Genetic structure and species delineation analyses
We employed the program STRUCTURE version 2.3.4 (Pritchard et al. 2000) implemented in the ipyrad.analysis toolkit (https://ipyrad.readthedocs.io/analysis.html), to assess patterns of genetic structure and admixture among the examined populations using the 3RAD dataset. We used the 98_33 matrix (clustering threshold=98 and min_sample_locus = 33, outgroup excluded) to perform an individual-based Bayesian clustering analysis. We used an admixture model with correlated frequencies and assessed values of population differentiation (K) in 15 independent runs for each K from 2 to 8. All runs were conducted with the first 250,000 being discarded as burn-in. Figures were generated based on the iterations with the highest posterior probability. The optimal K value was determined based on the highest average likelihood value [LnP(D)] obtained (Evanno et al. 2005).
We carried out species delimitation analyses with the 3RAD data using the program Bayesian Phylogenetics & Phylogeography version 3.3 (BPP; Yang and Rannala 2010; Yang and Rannala 2014; Flouri et al. 2018). BPP evaluates speciation models using a reversal jump Markov Chain Monte Carlo (rjMCMC) algorithm to determine whether to collapse or retain nodes in the phylogeny, assuming no admixture following a speciation event (Yang and Rannala 2010). BPP requires an input guide tree representing the species phylogeny with all possible species (Leaché and Fujita 2010). We used the topology derived from the analysis with the 98_33 matrix as guide tree, employing two different species assignment criteria: 1) a morphospecies assignment following Aguilar-Velasco et al. (2016), and 2) based on geographically congruent clades containing at least two samples.
We randomly subsampled the 98_33 matrix to produce three different matrices with 200 loci and 10 with 50 loci. We examined three sets of parameters varying the ancestral population size (θ) and root age (τ). The first assumed large ancestral population sizes and deep divergences [θ G (1, 10) and τ0G(1, 10)], the second small ancestral population sizes and shallow divergences among species [θ G(2, 2000) and τ0G(2, 2000) 3], and the third large ancestral populations sizes and relatively shallow divergences among species [θ G(1, 10) τ0 G(2, 2000)]. We ran analyses for all models without data to separately evaluate the effects of the data and parameters. We subsequently ran seven replicates for one of the matrices with 50 loci with each set of parameters to check whether the analyses were run long enough, and then ran analyses for all matrices with five replicates each starting from different seeds. A significant posterior probability (PP ≥ 0.95) value was employed across all runs to retain a given node (i.e., indicating lineage splitting). All analyses were run for 500,000 generations (first 10,000 were burn-in), with a sampling interval of 50.

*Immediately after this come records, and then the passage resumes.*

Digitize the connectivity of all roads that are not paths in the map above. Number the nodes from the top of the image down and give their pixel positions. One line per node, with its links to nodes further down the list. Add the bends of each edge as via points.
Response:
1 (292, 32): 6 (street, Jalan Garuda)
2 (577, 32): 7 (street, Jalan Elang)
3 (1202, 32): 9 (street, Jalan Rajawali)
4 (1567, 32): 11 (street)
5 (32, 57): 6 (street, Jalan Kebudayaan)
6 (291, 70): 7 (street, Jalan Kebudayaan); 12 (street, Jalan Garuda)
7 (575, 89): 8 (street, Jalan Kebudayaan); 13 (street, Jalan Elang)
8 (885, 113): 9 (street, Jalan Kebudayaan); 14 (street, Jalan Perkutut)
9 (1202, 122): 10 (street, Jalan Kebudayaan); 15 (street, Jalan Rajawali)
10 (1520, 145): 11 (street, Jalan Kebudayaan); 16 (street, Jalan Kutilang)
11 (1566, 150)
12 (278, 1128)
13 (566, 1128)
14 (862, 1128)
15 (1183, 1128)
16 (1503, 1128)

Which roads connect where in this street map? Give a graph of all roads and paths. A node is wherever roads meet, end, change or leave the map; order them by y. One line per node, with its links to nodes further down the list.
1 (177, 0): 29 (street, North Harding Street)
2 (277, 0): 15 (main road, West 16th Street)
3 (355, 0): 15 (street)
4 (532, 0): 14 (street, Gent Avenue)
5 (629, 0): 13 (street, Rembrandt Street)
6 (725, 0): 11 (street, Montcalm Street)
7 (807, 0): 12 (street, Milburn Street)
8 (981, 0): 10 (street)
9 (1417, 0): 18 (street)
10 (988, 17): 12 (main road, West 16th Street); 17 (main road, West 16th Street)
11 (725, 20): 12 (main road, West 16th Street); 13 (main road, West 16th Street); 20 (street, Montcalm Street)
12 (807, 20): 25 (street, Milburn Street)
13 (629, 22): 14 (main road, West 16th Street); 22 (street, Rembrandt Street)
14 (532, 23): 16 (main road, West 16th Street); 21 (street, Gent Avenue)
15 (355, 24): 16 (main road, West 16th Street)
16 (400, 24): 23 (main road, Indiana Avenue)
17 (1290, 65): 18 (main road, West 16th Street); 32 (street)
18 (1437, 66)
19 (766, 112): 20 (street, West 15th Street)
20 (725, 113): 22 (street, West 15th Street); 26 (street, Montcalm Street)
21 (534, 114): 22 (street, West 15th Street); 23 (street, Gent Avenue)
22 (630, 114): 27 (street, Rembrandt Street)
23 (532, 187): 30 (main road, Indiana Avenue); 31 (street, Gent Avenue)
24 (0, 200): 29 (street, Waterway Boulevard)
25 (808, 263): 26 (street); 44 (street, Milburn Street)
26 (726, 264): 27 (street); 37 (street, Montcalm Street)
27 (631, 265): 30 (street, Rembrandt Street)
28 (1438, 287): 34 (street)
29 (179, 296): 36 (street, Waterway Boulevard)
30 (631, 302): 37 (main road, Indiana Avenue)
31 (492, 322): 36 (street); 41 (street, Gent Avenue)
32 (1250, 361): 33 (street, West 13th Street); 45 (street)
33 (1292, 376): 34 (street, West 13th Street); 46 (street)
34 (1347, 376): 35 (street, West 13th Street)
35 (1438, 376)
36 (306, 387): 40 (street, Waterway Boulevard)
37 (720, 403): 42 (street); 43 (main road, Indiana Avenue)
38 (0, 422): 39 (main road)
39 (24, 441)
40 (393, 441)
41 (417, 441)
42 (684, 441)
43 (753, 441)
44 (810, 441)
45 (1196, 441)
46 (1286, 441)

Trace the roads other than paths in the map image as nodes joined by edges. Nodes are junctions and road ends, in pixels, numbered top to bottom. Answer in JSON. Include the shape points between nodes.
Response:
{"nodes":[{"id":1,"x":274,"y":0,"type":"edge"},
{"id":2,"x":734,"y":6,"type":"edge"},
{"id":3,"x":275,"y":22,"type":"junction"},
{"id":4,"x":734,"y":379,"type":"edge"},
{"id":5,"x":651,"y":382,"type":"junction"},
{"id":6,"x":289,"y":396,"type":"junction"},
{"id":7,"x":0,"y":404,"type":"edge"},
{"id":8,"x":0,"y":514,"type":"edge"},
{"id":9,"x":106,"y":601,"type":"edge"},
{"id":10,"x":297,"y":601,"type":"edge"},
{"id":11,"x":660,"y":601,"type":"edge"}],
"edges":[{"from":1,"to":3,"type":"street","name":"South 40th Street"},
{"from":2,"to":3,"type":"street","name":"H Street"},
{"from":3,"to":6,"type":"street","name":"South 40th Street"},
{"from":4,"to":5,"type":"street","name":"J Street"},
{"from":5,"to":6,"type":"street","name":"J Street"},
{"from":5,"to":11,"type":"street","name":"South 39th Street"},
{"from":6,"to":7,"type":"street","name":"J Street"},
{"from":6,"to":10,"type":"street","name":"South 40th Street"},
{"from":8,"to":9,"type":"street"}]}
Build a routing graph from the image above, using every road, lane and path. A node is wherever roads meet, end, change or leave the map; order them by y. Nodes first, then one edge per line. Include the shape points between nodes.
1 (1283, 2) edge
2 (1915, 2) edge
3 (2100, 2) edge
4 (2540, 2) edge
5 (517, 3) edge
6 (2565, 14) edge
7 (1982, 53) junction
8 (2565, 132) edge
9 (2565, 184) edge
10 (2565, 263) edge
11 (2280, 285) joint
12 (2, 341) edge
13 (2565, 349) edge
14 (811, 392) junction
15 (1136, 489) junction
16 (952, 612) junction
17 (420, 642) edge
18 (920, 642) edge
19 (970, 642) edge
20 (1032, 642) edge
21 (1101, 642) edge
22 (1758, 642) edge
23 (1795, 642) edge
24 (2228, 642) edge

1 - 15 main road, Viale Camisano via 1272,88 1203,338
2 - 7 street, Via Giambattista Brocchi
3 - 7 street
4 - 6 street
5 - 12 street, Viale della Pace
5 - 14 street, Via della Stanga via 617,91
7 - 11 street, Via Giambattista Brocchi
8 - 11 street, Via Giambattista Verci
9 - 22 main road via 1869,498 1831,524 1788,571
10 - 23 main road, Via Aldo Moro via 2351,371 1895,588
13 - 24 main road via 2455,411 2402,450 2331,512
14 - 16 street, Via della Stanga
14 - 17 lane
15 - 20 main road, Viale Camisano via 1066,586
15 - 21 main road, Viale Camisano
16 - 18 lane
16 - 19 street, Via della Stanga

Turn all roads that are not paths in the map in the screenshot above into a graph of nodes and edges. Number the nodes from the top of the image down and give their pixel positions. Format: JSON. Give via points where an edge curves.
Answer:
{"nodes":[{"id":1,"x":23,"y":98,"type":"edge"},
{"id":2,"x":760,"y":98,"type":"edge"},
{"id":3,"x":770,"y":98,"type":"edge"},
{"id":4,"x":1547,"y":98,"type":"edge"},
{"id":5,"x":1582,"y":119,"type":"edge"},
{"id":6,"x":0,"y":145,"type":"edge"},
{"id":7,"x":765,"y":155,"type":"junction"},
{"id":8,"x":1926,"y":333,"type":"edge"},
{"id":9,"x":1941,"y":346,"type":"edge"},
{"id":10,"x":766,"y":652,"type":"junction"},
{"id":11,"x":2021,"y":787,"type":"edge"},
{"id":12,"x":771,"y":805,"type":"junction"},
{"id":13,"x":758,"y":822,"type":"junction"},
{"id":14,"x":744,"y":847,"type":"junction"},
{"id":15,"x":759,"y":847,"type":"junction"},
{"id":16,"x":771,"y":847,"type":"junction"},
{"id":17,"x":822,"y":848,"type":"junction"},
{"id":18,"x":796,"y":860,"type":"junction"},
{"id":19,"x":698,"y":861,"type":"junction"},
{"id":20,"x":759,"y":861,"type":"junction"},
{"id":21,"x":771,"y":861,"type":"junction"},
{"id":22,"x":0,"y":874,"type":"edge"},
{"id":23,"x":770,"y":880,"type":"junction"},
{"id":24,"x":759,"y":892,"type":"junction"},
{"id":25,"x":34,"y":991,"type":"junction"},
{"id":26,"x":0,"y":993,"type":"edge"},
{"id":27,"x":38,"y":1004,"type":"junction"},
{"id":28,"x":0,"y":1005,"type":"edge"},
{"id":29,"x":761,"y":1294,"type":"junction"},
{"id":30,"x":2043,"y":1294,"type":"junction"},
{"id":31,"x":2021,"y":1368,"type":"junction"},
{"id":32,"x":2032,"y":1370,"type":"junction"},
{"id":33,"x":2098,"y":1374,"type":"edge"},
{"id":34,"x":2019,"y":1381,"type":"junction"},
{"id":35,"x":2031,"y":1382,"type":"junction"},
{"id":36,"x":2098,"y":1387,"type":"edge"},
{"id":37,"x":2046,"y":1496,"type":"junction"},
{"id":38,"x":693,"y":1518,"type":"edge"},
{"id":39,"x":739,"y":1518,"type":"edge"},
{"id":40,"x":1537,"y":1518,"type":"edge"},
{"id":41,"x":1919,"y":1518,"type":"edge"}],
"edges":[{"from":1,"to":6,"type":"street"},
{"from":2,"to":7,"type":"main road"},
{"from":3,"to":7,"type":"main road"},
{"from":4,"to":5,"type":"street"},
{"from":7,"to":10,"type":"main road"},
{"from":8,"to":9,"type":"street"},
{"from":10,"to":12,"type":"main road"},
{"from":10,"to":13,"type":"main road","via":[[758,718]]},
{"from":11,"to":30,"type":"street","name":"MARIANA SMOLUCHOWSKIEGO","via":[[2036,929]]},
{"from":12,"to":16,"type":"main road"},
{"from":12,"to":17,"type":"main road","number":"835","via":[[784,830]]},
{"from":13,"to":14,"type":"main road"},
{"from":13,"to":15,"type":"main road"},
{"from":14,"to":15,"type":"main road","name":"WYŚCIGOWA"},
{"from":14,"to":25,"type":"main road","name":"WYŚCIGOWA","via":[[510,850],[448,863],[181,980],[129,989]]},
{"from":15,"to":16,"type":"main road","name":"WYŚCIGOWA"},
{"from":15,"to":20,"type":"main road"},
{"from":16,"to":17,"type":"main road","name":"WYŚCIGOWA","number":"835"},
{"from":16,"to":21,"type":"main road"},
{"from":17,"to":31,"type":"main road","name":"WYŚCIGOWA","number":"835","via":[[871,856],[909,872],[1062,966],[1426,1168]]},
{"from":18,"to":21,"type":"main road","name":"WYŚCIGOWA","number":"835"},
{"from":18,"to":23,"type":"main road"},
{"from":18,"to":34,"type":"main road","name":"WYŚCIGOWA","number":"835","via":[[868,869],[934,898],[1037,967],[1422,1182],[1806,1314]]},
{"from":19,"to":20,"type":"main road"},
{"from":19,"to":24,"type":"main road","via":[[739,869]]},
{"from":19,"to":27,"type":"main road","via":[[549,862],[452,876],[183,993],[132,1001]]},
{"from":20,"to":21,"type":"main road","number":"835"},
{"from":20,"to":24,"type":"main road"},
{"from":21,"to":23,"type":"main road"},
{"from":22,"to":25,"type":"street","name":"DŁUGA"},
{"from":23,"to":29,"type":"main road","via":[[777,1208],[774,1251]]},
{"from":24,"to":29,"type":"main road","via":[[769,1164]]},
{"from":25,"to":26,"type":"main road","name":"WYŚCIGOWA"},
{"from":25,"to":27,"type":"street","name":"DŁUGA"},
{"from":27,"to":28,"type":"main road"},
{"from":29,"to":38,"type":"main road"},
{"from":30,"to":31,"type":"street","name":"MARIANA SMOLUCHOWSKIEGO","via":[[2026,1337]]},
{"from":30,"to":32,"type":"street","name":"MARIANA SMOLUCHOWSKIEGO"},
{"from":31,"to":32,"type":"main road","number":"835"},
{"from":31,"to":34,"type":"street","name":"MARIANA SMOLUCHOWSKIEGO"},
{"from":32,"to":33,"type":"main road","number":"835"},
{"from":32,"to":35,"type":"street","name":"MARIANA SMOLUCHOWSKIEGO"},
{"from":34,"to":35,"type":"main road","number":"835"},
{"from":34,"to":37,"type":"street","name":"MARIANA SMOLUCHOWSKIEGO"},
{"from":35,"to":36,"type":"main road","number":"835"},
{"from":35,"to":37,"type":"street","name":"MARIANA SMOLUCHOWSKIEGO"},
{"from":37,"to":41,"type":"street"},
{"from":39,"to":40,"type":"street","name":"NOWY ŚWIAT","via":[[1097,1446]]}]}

We conducted a Bayes Factor species delimitation (BFD) analysis (Grummer et al. 2014; Leaché et al. 2014) for the phased UCE 100% taxon occupancy matrix calling a single variant SNP per locus. The BFD approach compares candidate species delimitation models with different numbers of species, estimating the marginal likelihood of each competing species delimitation model, ranking models by marginal likelihood and estimating Bayes factors to assess support for model rankings (Kass and Raftery 1995).
We also conducted a BDF analysis following Leaché and Bouckaert’s (2018) tutorial. This tutorial implements SNAPP (Bryant et al. 2012), available in the BEAST2 platform (Bouckaert et al. 2014). SNAPP bypass the necessity of having to explicitly integrate or sample gene trees at each locus, and it codes SNP data as follows: individual homozygous for the original state= “0,” heterozygous= “1,” homozygous for derived state = “2”. We used a python function to extract biallelic SNPs directly from allele Multiple Sequence Alignments (MSAs) (snps_from_uce_alignments.py, available from: github.com/tobiashofmann88/snp_extraction_from_alignments/; Andermann et al. 2019). We compared species delimitation models differing in the number of species. The base model had five species (E. ruidumspp. 1-4, 2x3), whereas the alternative ones were collapsed into one, two, three and four species in different combinations. The path sampling parameters, which are used to estimate marginal likelihood, were set to 12 and 24 steps with chainLength = 1,000,000.
All the analyses conducted using the 3RAD and UCE data sets were run on the CIPRES Web Portal (Miller et al. 2010) or on the the Miztli supercomputer owned by the Dirección General de Cómputo y de Tecnologías de Información y Comunicación, Universidad Nacional Autónoma de México (DGTIC, UNAM).